----- Records for processing -----

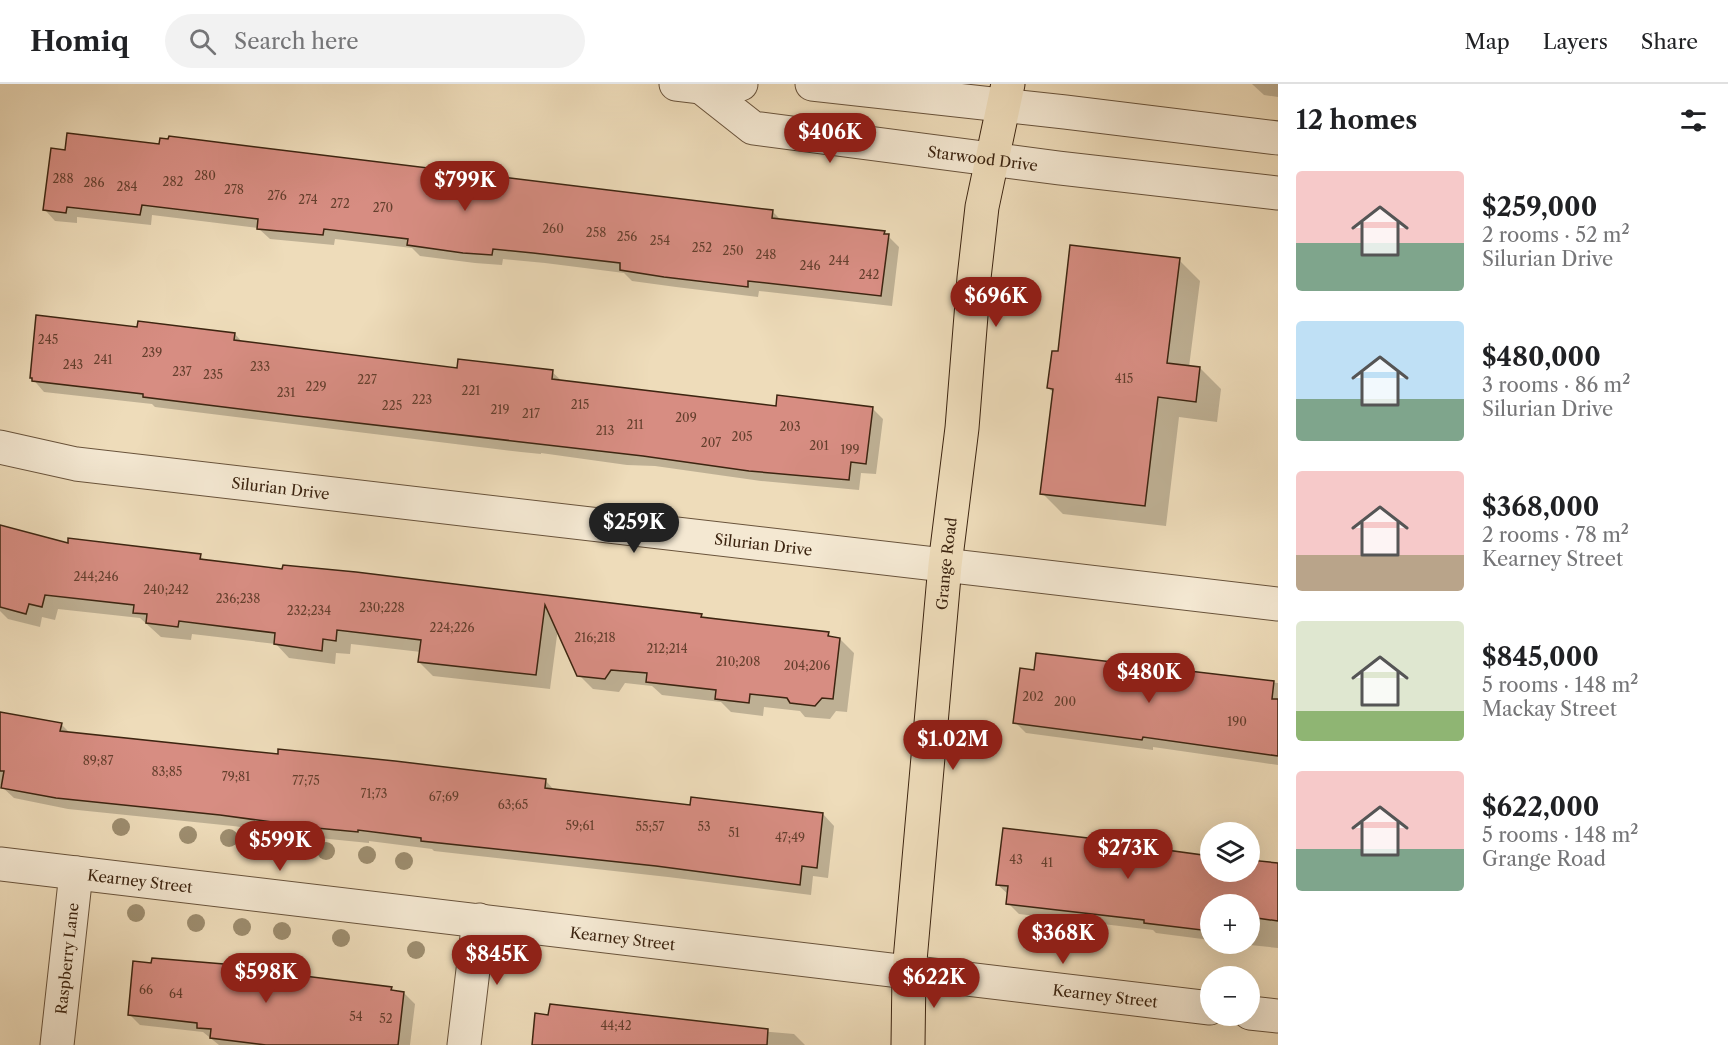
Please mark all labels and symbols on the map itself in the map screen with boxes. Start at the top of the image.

-----
----- Records for processing -----

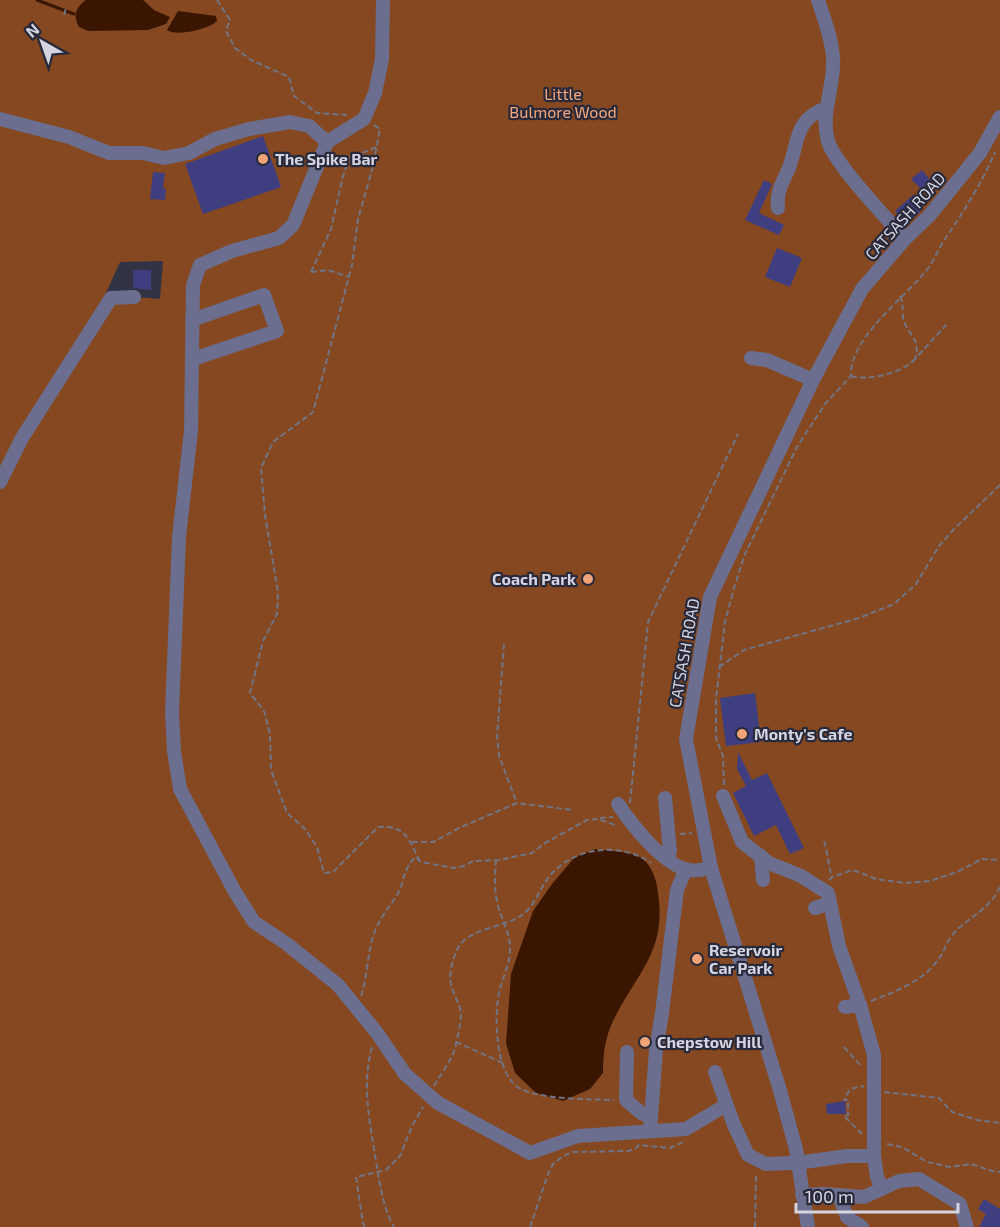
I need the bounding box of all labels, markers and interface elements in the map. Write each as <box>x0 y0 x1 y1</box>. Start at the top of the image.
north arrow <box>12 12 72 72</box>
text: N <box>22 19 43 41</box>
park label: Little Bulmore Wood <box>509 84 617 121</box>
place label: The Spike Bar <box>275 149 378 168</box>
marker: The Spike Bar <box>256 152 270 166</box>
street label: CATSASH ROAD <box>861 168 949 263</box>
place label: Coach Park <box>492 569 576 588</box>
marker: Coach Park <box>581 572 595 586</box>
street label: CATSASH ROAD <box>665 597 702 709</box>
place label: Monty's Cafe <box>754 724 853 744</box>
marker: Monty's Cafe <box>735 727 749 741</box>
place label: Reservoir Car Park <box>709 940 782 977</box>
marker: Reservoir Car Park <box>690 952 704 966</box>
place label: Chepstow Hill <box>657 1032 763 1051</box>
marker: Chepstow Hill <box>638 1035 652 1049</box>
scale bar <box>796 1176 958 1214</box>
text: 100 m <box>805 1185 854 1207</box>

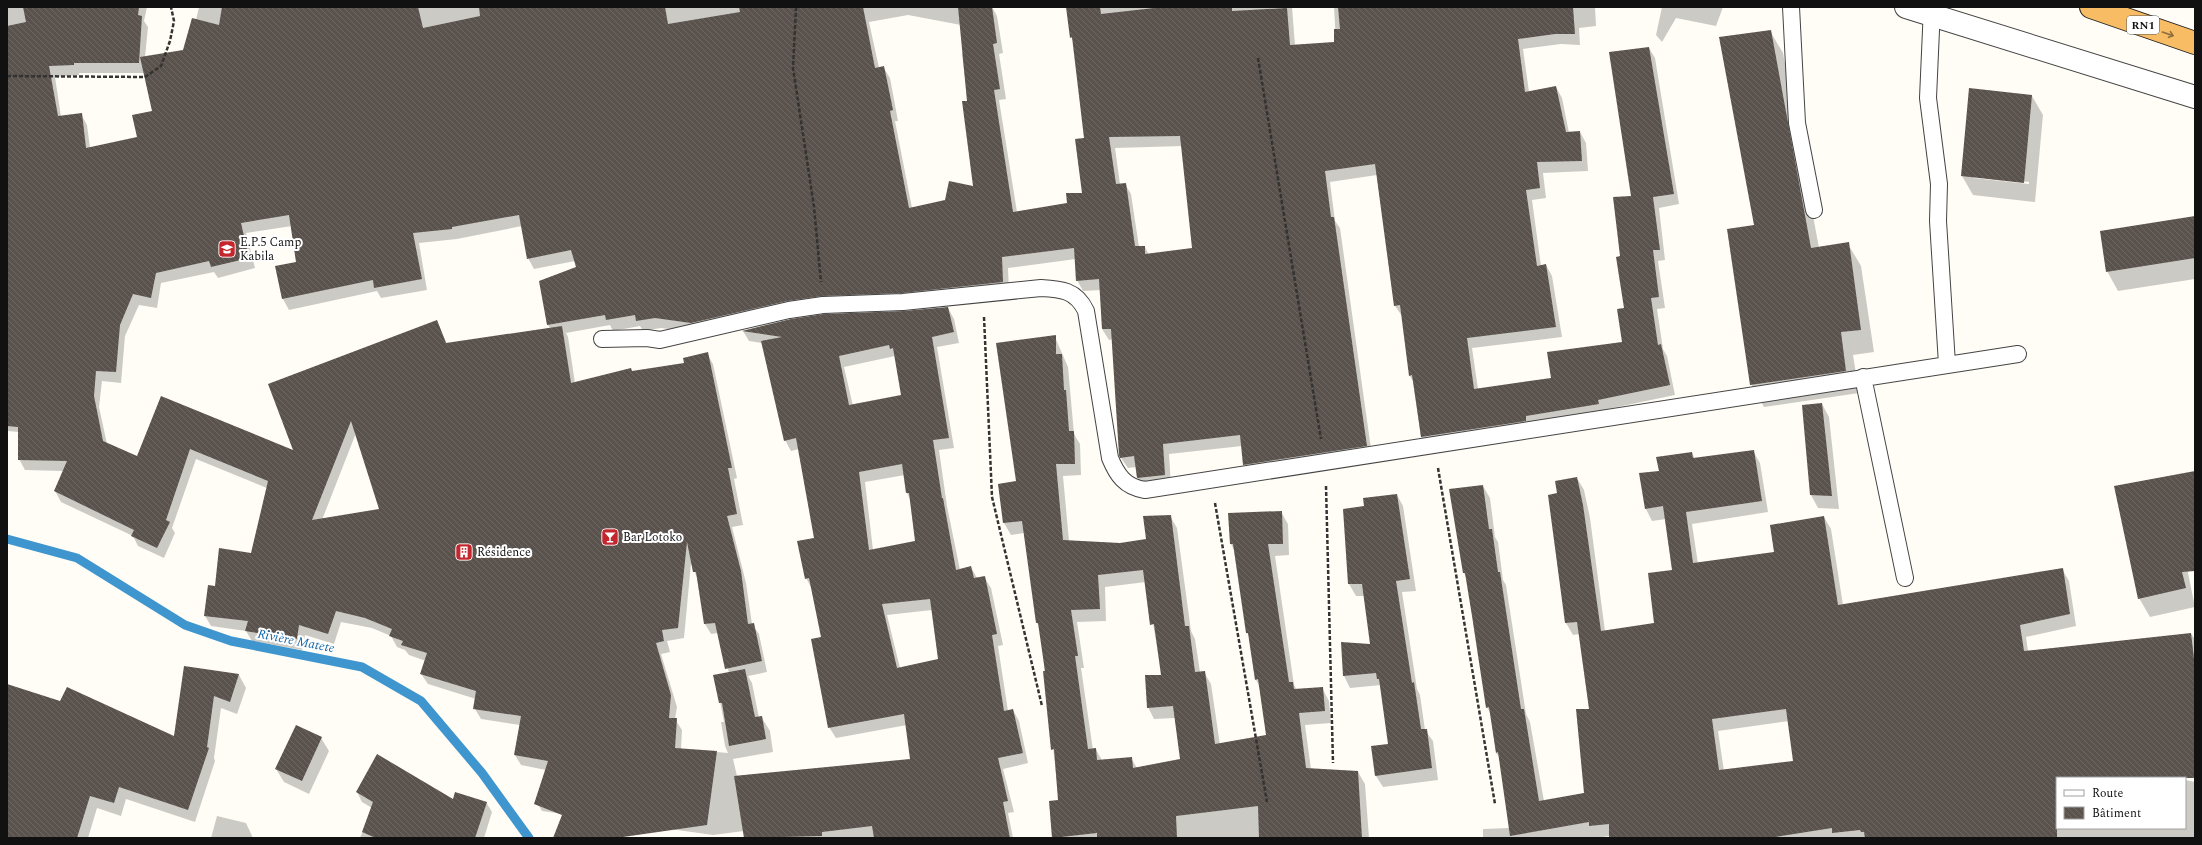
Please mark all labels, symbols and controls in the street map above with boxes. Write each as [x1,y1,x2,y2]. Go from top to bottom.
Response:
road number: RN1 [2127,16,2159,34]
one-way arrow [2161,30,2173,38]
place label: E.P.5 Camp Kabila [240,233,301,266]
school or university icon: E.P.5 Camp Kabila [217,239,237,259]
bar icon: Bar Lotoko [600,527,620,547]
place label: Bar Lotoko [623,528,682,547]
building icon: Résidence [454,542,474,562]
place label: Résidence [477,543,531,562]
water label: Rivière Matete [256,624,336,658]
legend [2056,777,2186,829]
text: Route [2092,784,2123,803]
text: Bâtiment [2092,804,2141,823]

-----
----- Records for processing -----

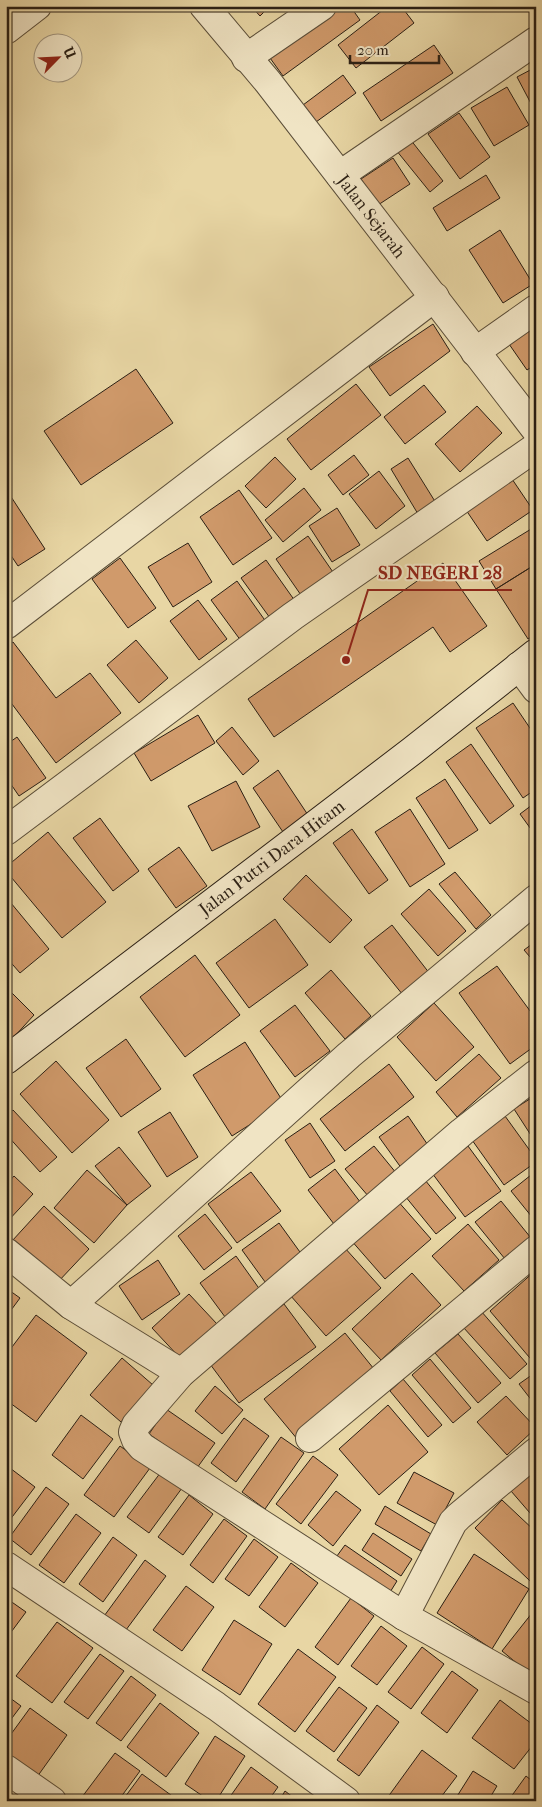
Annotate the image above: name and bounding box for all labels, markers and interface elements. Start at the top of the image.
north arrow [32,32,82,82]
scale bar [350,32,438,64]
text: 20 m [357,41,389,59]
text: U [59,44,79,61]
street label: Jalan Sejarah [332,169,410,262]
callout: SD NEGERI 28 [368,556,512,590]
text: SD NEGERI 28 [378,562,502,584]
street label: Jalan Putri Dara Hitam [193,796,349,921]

-----

* **What you should do**:
Nothing but a number is expected: how many lines in the listing above contain "symbols"?

* **Written reply**:
2